• Keypoint text descriptions:
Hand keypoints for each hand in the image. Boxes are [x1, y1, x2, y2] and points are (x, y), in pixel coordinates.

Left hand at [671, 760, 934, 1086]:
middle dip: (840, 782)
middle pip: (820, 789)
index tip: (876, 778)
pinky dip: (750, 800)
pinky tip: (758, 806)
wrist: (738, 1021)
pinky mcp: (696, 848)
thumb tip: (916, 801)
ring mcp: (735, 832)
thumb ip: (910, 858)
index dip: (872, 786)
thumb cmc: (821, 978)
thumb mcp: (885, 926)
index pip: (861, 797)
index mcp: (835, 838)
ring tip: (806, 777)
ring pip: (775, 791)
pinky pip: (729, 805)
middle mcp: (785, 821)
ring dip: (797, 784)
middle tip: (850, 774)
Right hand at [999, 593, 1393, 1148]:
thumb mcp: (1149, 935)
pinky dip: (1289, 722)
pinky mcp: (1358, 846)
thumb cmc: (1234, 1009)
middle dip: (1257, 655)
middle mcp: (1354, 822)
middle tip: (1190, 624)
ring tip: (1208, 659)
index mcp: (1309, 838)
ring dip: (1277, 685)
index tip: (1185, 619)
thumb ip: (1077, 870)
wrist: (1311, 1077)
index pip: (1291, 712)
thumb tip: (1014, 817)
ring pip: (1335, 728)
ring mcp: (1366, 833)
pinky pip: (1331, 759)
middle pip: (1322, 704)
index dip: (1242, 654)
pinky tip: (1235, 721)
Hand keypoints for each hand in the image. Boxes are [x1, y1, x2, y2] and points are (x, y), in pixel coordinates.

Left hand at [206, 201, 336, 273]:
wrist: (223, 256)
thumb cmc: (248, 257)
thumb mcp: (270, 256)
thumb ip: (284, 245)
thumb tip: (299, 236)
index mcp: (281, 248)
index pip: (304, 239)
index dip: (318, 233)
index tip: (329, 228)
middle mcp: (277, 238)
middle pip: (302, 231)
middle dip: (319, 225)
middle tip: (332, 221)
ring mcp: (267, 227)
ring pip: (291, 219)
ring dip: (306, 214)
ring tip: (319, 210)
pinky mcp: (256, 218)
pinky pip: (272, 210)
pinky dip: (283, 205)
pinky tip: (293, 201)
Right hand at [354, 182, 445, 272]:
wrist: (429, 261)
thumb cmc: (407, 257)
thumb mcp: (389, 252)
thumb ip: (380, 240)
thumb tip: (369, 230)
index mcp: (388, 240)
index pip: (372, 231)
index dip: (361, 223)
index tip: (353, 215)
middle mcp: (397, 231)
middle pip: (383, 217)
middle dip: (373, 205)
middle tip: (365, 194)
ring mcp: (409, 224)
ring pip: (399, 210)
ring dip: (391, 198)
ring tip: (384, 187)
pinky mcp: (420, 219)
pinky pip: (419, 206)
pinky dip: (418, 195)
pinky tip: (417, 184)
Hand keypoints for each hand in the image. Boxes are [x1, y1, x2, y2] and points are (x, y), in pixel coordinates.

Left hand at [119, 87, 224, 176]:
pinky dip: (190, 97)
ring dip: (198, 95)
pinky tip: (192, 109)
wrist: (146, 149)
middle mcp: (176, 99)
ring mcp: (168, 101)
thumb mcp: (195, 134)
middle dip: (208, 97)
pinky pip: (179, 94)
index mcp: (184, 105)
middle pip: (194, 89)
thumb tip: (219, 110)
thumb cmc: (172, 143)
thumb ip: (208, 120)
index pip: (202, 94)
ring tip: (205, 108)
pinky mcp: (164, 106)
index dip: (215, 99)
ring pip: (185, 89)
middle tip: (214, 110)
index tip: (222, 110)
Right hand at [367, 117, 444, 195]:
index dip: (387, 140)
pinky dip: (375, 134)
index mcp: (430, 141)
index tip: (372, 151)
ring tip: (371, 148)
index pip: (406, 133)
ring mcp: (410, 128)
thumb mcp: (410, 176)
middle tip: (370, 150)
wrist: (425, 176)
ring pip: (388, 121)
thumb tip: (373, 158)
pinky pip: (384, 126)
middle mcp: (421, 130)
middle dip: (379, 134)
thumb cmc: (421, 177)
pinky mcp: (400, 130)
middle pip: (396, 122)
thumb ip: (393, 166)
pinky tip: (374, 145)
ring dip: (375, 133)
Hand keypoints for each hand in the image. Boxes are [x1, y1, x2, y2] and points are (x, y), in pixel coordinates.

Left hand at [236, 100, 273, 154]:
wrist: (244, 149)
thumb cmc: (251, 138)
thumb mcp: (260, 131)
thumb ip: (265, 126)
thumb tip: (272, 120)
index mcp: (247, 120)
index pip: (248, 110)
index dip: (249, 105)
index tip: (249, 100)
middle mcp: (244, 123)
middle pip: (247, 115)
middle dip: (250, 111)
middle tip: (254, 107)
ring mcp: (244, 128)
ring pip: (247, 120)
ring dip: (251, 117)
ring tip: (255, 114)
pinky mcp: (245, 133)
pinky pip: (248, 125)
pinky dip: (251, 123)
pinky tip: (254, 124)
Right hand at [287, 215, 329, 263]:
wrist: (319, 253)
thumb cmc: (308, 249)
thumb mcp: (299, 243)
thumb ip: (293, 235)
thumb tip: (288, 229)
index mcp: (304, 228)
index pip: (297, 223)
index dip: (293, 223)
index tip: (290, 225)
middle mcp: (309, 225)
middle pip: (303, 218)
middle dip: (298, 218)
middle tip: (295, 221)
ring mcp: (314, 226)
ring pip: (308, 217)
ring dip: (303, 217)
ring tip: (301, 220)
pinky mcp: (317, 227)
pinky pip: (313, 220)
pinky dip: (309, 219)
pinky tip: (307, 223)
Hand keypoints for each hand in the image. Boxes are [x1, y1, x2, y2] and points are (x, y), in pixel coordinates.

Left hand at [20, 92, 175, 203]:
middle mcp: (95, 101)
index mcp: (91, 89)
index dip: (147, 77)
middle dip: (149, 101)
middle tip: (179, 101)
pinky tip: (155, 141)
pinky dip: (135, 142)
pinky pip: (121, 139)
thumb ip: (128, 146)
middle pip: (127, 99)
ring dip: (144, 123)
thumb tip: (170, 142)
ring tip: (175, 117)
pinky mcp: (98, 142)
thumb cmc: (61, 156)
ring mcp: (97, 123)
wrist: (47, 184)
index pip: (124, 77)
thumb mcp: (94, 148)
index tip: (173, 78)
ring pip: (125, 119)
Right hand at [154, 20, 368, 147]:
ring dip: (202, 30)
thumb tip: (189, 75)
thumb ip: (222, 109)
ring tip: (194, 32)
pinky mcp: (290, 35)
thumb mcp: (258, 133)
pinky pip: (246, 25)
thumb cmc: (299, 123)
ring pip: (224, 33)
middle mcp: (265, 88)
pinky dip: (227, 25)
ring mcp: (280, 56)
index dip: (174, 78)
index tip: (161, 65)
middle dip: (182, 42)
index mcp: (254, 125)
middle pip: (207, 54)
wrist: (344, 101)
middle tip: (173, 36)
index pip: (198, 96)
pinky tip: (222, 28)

• Your goal: Please return all lines from the records that hold the word "wrist".

• Result:
wrist: (738, 1021)
wrist: (1311, 1077)
wrist: (223, 256)
wrist: (429, 261)
wrist: (146, 149)
wrist: (425, 176)
wrist: (244, 149)
wrist: (319, 253)
wrist: (47, 184)
wrist: (344, 101)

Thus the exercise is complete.